■ Task directions
Drop every picture. Then return, exactly, the lines from the beginning of the listing below through the one containing "Digitize the connectivity".

-- Extracted data follows --

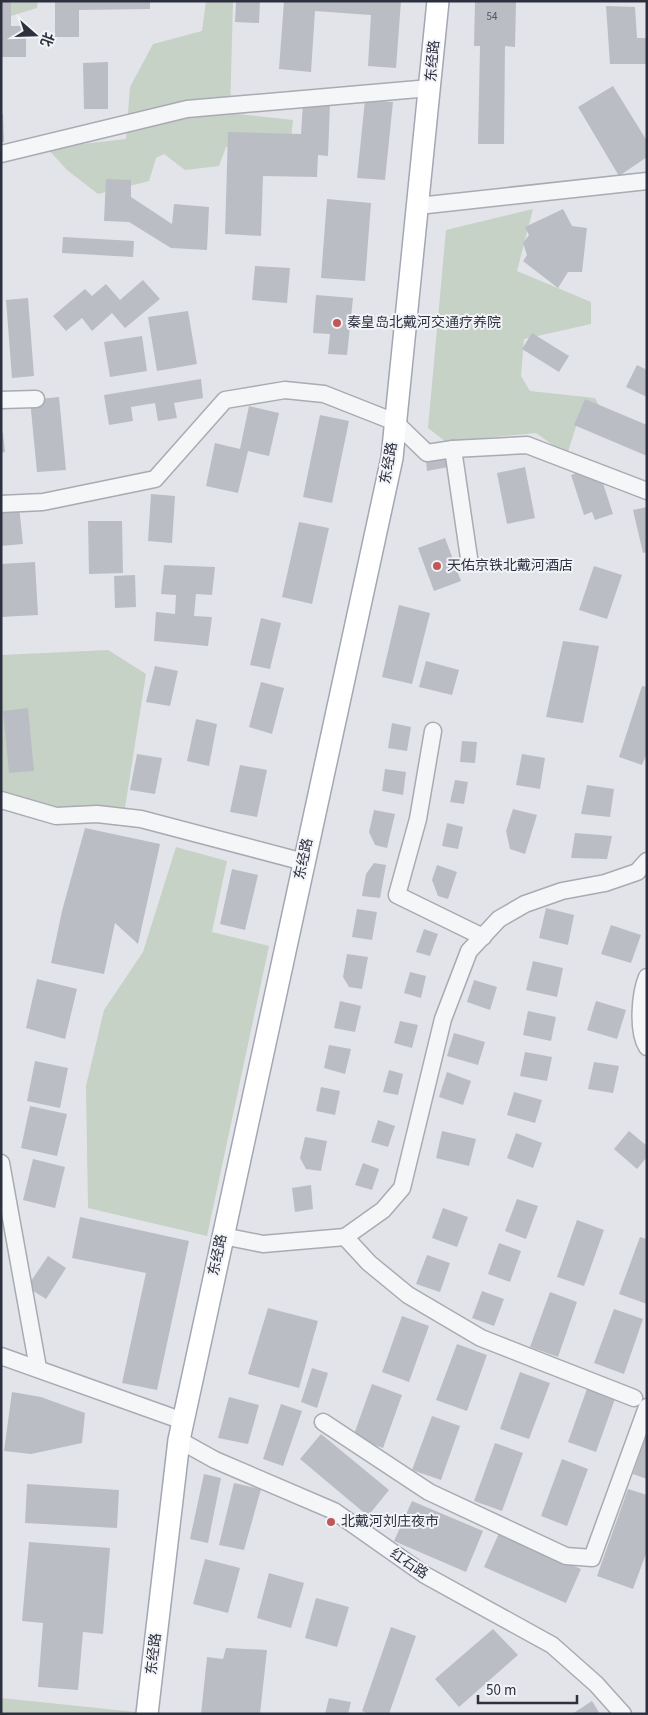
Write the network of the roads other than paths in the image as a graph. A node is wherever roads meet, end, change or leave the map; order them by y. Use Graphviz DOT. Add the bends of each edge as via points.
graph roads {
  1 [pos="438,1"];
  2 [pos="430,88"];
  3 [pos="1,154"];
  4 [pos="647,181"];
  5 [pos="418,206"];
  6 [pos="36,399"];
  7 [pos="1,400"];
  8 [pos="395,422"];
  9 [pos="453,449"];
  10 [pos="647,491"];
  11 [pos="1,504"];
  12 [pos="469,558"];
  13 [pos="433,731"];
  14 [pos="1,800"];
  15 [pos="647,861"];
  16 [pos="304,862"];
  17 [pos="483,937"];
  18 [pos="647,977"];
  19 [pos="647,1047"];
  20 [pos="1,1163"];
  21 [pos="223,1236"];
  22 [pos="345,1237"];
  23 [pos="1,1356"];
  24 [pos="38,1368"];
  25 [pos="640,1402"];
  26 [pos="323,1422"];
  27 [pos="181,1430"];
  28 [pos="147,1714"];
  29 [pos="623,1714"];
  1 -- 2 [label="main road, 东经路"];
  2 -- 3 [label="street" via="187,109"];
  2 -- 5 [label="main road, 东经路"];
  4 -- 5 [label="street"];
  5 -- 8 [label="main road, 东经路"];
  6 -- 7 [label="street"];
  8 -- 9 [label="street" via="427,453"];
  8 -- 11 [label="street" via="324,394 285,390 225,400 155,480 43,502"];
  8 -- 16 [label="main road, 东经路" via="392,458"];
  9 -- 10 [label="street" via="527,445"];
  9 -- 12 [label="street"];
  13 -- 17 [label="street" via="418,819 396,895"];
  14 -- 16 [label="street" via="56,816 98,814 140,819"];
  15 -- 17 [label="street" via="637,872 613,881 562,891 525,904 499,919"];
  16 -- 21 [label="main road, 东经路"];
  17 -- 22 [label="street" via="469,951 443,1019 402,1188 383,1210"];
  18 -- 19 [label="street" via="642,990 642,1039"];
  20 -- 24 [label="street"];
  21 -- 22 [label="street" via="263,1244"];
  21 -- 27 [label="main road, 东经路"];
  22 -- 25 [label="street" via="369,1264 408,1295 481,1338"];
  23 -- 24 [label="street, 红石路"];
  24 -- 27 [label="street, 红石路"];
  25 -- 26 [label="street" via="592,1558 566,1556 429,1492"];
  27 -- 28 [label="main road, 东经路"];
  27 -- 29 [label="street, 红石路" via="215,1460 334,1510 425,1575 552,1645 596,1684"];
}
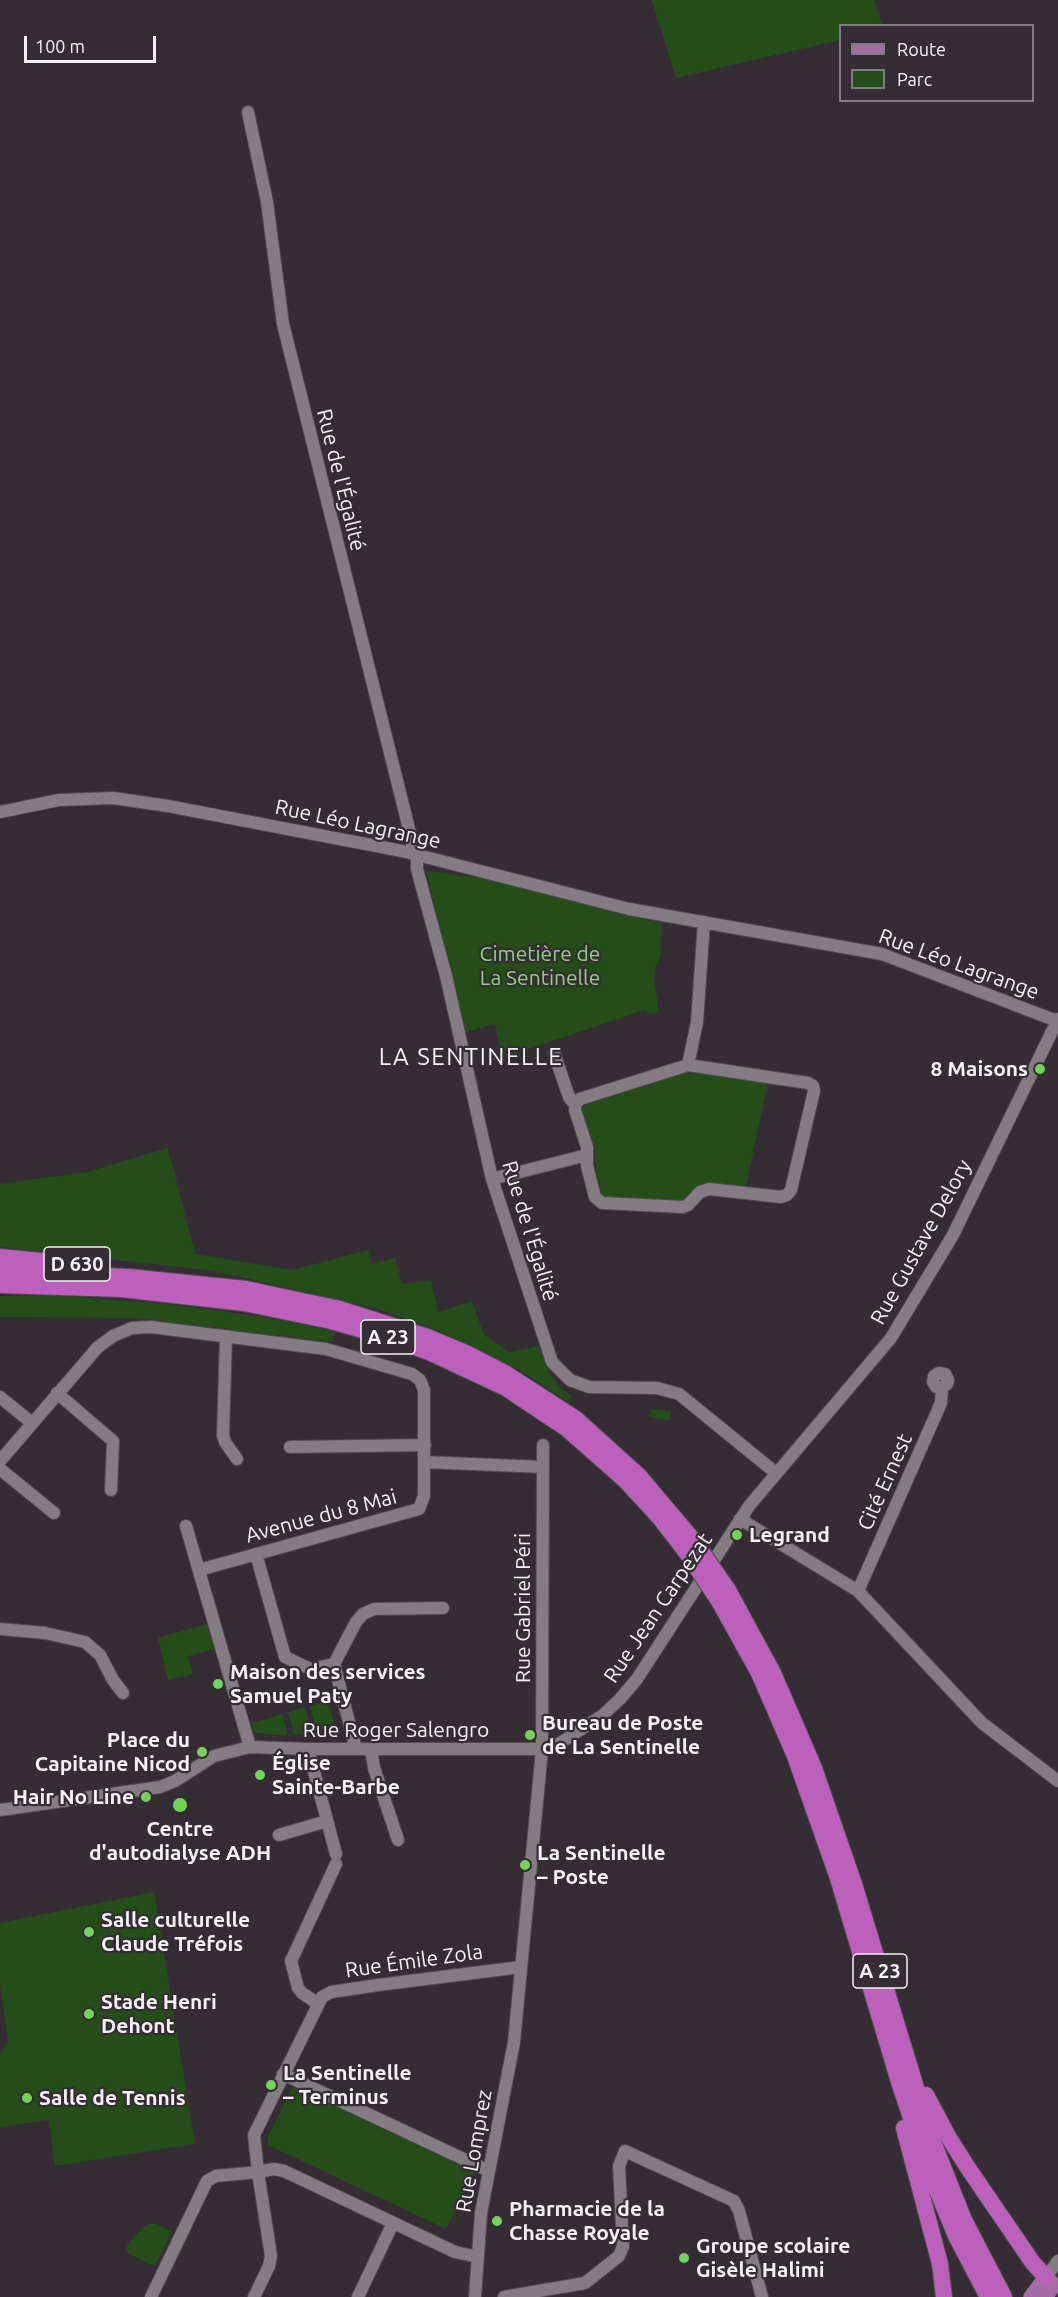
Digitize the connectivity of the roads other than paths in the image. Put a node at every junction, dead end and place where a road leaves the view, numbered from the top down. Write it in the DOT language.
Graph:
graph roads {
  1 [pos="248,112"];
  2 [pos="0,812"];
  3 [pos="414,854"];
  4 [pos="704,922"];
  5 [pos="1058,1020"];
  6 [pos="554,1053"];
  7 [pos="688,1065"];
  8 [pos="575,1105"];
  9 [pos="587,1155"];
  10 [pos="492,1179"];
  11 [pos="0,1257"];
  12 [pos="0,1272"];
  13 [pos="152,1278"];
  14 [pos="0,1285"];
  15 [pos="226,1336"];
  16 [pos="942,1388"];
  17 [pos="57,1393"];
  18 [pos="0,1397"];
  19 [pos="32,1423"];
  20 [pos="425,1445"];
  21 [pos="543,1446"];
  22 [pos="290,1447"];
  23 [pos="237,1459"];
  24 [pos="0,1461"];
  25 [pos="424,1462"];
  26 [pos="543,1467"];
  27 [pos="0,1469"];
  28 [pos="776,1473"];
  29 [pos="111,1490"];
  30 [pos="54,1513"];
  31 [pos="740,1519"];
  32 [pos="186,1526"];
  33 [pos="691,1547"];
  34 [pos="256,1554"];
  35 [pos="199,1570"];
  36 [pos="858,1591"];
  37 [pos="723,1596"];
  38 [pos="443,1608"];
  39 [pos="0,1629"];
  40 [pos="334,1664"];
  41 [pos="123,1693"];
  42 [pos="250,1747"];
  43 [pos="308,1749"];
  44 [pos="356,1749"];
  45 [pos="371,1749"];
  46 [pos="542,1750"];
  47 [pos="1058,1781"];
  48 [pos="0,1810"];
  49 [pos="327,1821"];
  50 [pos="279,1835"];
  51 [pos="398,1840"];
  52 [pos="521,1967"];
  53 [pos="317,2003"];
  54 [pos="879,2013"];
  55 [pos="904,2050"];
  56 [pos="283,2074"];
  57 [pos="489,2171"];
  58 [pos="258,2172"];
  59 [pos="393,2223"];
  60 [pos="478,2257"];
  61 [pos="1058,2260"];
  62 [pos="1052,2285"];
  63 [pos="151,2297"];
  64 [pos="254,2297"];
  65 [pos="358,2297"];
  66 [pos="475,2297"];
  67 [pos="504,2297"];
  68 [pos="762,2297"];
  69 [pos="944,2297"];
  70 [pos="988,2297"];
  71 [pos="1004,2297"];
  72 [pos="1031,2297"];
  1 -- 3 [label="street, Rue de l'Égalité"];
  2 -- 3 [label="street, Rue Léo Lagrange"];
  3 -- 4 [label="street, Rue Léo Lagrange"];
  3 -- 10 [label="street, Rue de l'Égalité"];
  4 -- 5 [label="street, Rue Léo Lagrange"];
  4 -- 7 [label="street"];
  5 -- 28 [label="street, Rue Gustave Delory"];
  6 -- 8 [label="street"];
  7 -- 8 [label="street"];
  7 -- 9 [label="street"];
  8 -- 9 [label="street"];
  9 -- 10 [label="street"];
  10 -- 28 [label="street, Rue de l'Égalité"];
  11 -- 13 [label="highway, D 630"];
  12 -- 13 [label="highway, A 23"];
  13 -- 33 [label="highway, A 23"];
  14 -- 33 [label="highway, A 23"];
  15 -- 17 [label="street, Avenue du 8 Mai"];
  15 -- 20 [label="street, Avenue du 8 Mai"];
  15 -- 23 [label="street"];
  16 -- 36 [label="street, Cité Ernest"];
  17 -- 19 [label="street, Avenue du 8 Mai"];
  17 -- 29 [label="street"];
  18 -- 19 [label="street"];
  19 -- 24 [label="street, Avenue du 8 Mai"];
  20 -- 22 [label="street"];
  20 -- 25 [label="street, Avenue du 8 Mai"];
  21 -- 26 [label="street, Rue Gabriel Péri"];
  25 -- 26 [label="street"];
  25 -- 34 [label="street, Avenue du 8 Mai"];
  26 -- 46 [label="street, Rue Gabriel Péri"];
  27 -- 30 [label="street"];
  28 -- 31 [label="street, Rue Gustave Delory"];
  31 -- 36 [label="street"];
  31 -- 46 [label="street, Rue Jean Carpezat"];
  32 -- 35 [label="street"];
  33 -- 37 [label="highway, A 23, bridge"];
  34 -- 35 [label="street, Avenue du 8 Mai"];
  34 -- 40 [label="street"];
  35 -- 42 [label="street"];
  36 -- 47 [label="street"];
  37 -- 54 [label="highway, A 23"];
  37 -- 55 [label="highway, A 23"];
  38 -- 40 [label="street"];
  39 -- 41 [label="street"];
  40 -- 44 [label="street"];
  42 -- 43 [label="street, Rue Roger Salengro"];
  42 -- 48 [label="street, Rue Roger Salengro"];
  43 -- 44 [label="street, Rue Roger Salengro"];
  43 -- 49 [label="street"];
  44 -- 45 [label="street, Rue Roger Salengro"];
  45 -- 46 [label="street, Rue Roger Salengro"];
  45 -- 51 [label="street"];
  46 -- 52 [label="street, Rue Gabriel Péri"];
  49 -- 50 [label="street"];
  49 -- 53 [label="street"];
  52 -- 53 [label="street, Rue Émile Zola"];
  52 -- 57 [label="street, Rue Lomprez"];
  53 -- 56 [label="street"];
  54 -- 69 [label="highway"];
  54 -- 70 [label="highway, A 23"];
  55 -- 62 [label="highway"];
  55 -- 71 [label="highway, A 23"];
  56 -- 57 [label="street"];
  56 -- 58 [label="street"];
  57 -- 60 [label="street, Rue Lomprez"];
  58 -- 59 [label="street"];
  58 -- 63 [label="street"];
  58 -- 64 [label="street"];
  59 -- 60 [label="street"];
  59 -- 65 [label="street"];
  60 -- 66 [label="street, Rue Lomprez"];
  61 -- 62 [label="street"];
  62 -- 72 [label="main road"];
  67 -- 68 [label="street"];
}
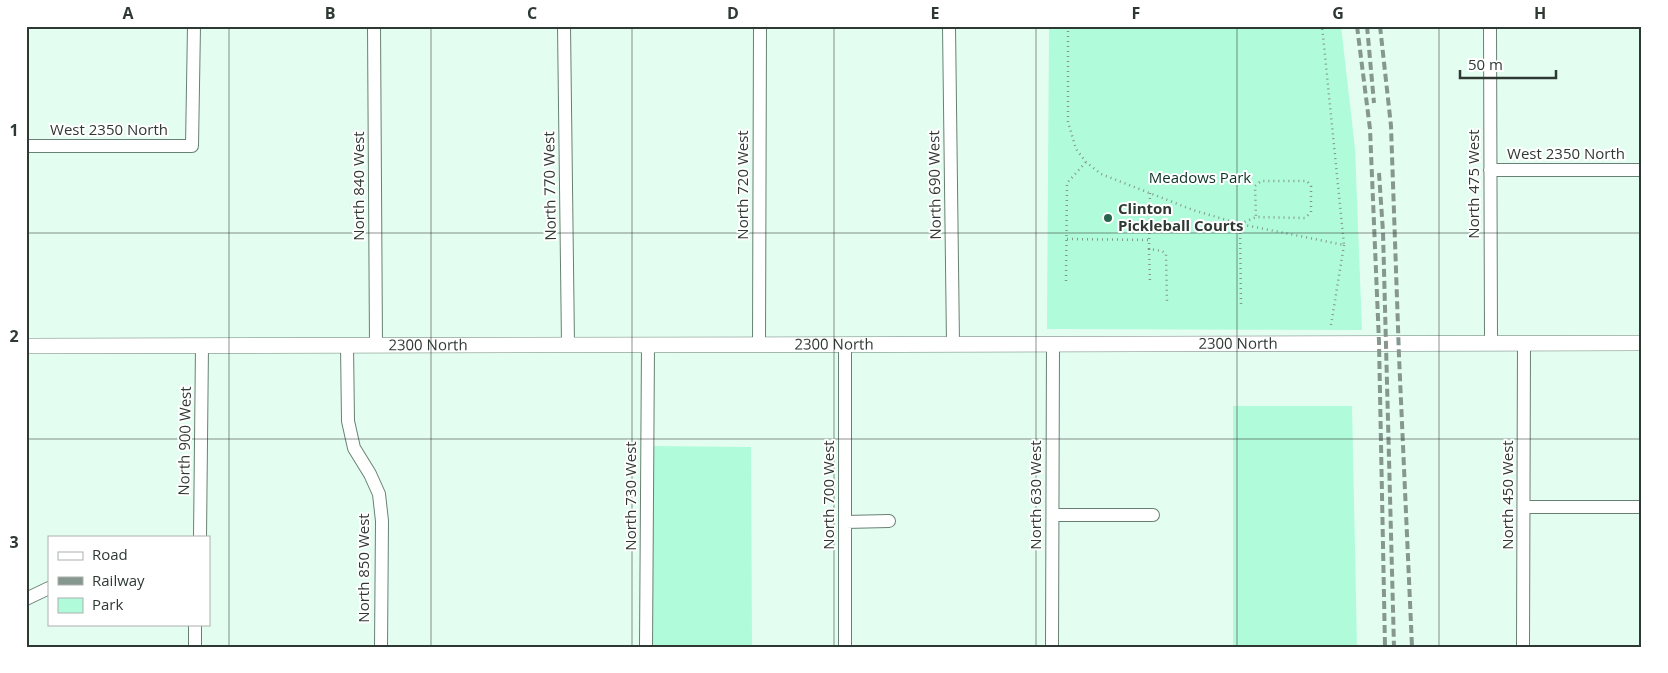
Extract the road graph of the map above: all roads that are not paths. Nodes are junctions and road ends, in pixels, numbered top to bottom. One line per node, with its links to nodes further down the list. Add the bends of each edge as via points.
1 (194, 26): 7 (street, West 2350 North, via 192,146)
2 (374, 26): 18 (street, North 840 West)
3 (564, 26): 19 (street, North 770 West)
4 (760, 26): 13 (street, North 720 West)
5 (949, 26): 15 (street, North 690 West)
6 (1490, 26): 8 (street, North 475 West)
7 (26, 146)
8 (1490, 170): 9 (street, West 2350 North); 10 (street, North 475 West)
9 (1642, 170)
10 (1491, 342): 11 (street, 2300 North); 16 (street, 2300 North)
11 (1524, 343): 12 (street, 2300 North); 23 (street, North 450 West)
12 (1642, 343)
13 (760, 344): 14 (street, 2300 North); 20 (street, 2300 North)
14 (845, 344): 15 (street, 2300 North); 28 (street, North 700 West)
15 (952, 344): 16 (street, 2300 North)
16 (1053, 344): 25 (street, North 630 West)
17 (347, 345): 18 (street, 2300 North); 22 (street, 2300 North); 34 (street, North 850 West, via 348,421 354,448 379,494 382,521)
18 (376, 345): 19 (street, 2300 North)
19 (568, 345): 20 (street, 2300 North)
20 (648, 345): 35 (street, North 730 West)
21 (26, 346): 22 (street, 2300 North)
22 (202, 346): 29 (street, North 900 West)
23 (1524, 507): 24 (street); 38 (street, North 450 West)
24 (1642, 507)
25 (1053, 515): 26 (street); 37 (street, North 630 West)
26 (1153, 515)
27 (889, 521): 28 (street)
28 (845, 522): 36 (street, North 700 West)
29 (200, 536)
30 (48, 588): 31 (street)
31 (26, 599)
32 (196, 626): 33 (street)
33 (195, 647)
34 (381, 647)
35 (646, 647)
36 (845, 647)
37 (1052, 647)
38 (1523, 647)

-- Extracted data concluded --

■ Response box
Write the network of the roads other than paths in the image as a graph. A node is wherever roads meet, end, change or leave the map; order them by y. Use Graphviz DOT. Add the bends of each edge as via points.
graph roads {
  1 [pos="438,1"];
  2 [pos="430,88"];
  3 [pos="1,154"];
  4 [pos="647,181"];
  5 [pos="418,206"];
  6 [pos="36,399"];
  7 [pos="1,400"];
  8 [pos="395,422"];
  9 [pos="453,449"];
  10 [pos="647,491"];
  11 [pos="1,504"];
  12 [pos="469,558"];
  13 [pos="433,731"];
  14 [pos="1,800"];
  15 [pos="647,861"];
  16 [pos="304,862"];
  17 [pos="483,937"];
  18 [pos="647,977"];
  19 [pos="647,1047"];
  20 [pos="1,1163"];
  21 [pos="223,1236"];
  22 [pos="345,1237"];
  23 [pos="1,1356"];
  24 [pos="38,1368"];
  25 [pos="640,1402"];
  26 [pos="323,1422"];
  27 [pos="181,1430"];
  28 [pos="147,1714"];
  29 [pos="623,1714"];
  1 -- 2 [label="main road, 东经路"];
  2 -- 3 [label="street" via="187,109"];
  2 -- 5 [label="main road, 东经路"];
  4 -- 5 [label="street"];
  5 -- 8 [label="main road, 东经路"];
  6 -- 7 [label="street"];
  8 -- 9 [label="street" via="427,453"];
  8 -- 11 [label="street" via="324,394 285,390 225,400 155,480 43,502"];
  8 -- 16 [label="main road, 东经路" via="392,458"];
  9 -- 10 [label="street" via="527,445"];
  9 -- 12 [label="street"];
  13 -- 17 [label="street" via="418,819 396,895"];
  14 -- 16 [label="street" via="56,816 98,814 140,819"];
  15 -- 17 [label="street" via="637,872 613,881 562,891 525,904 499,919"];
  16 -- 21 [label="main road, 东经路"];
  17 -- 22 [label="street" via="469,951 443,1019 402,1188 383,1210"];
  18 -- 19 [label="street" via="642,990 642,1039"];
  20 -- 24 [label="street"];
  21 -- 22 [label="street" via="263,1244"];
  21 -- 27 [label="main road, 东经路"];
  22 -- 25 [label="street" via="369,1264 408,1295 481,1338"];
  23 -- 24 [label="street, 红石路"];
  24 -- 27 [label="street, 红石路"];
  25 -- 26 [label="street" via="592,1558 566,1556 429,1492"];
  27 -- 28 [label="main road, 东经路"];
  27 -- 29 [label="street, 红石路" via="215,1460 334,1510 425,1575 552,1645 596,1684"];
}
Digitize the connectivity of the roads other than paths in the image. Put a node at every junction, dead end and place where a road leaves the view, numbered from the top down. Write it in the DOT language.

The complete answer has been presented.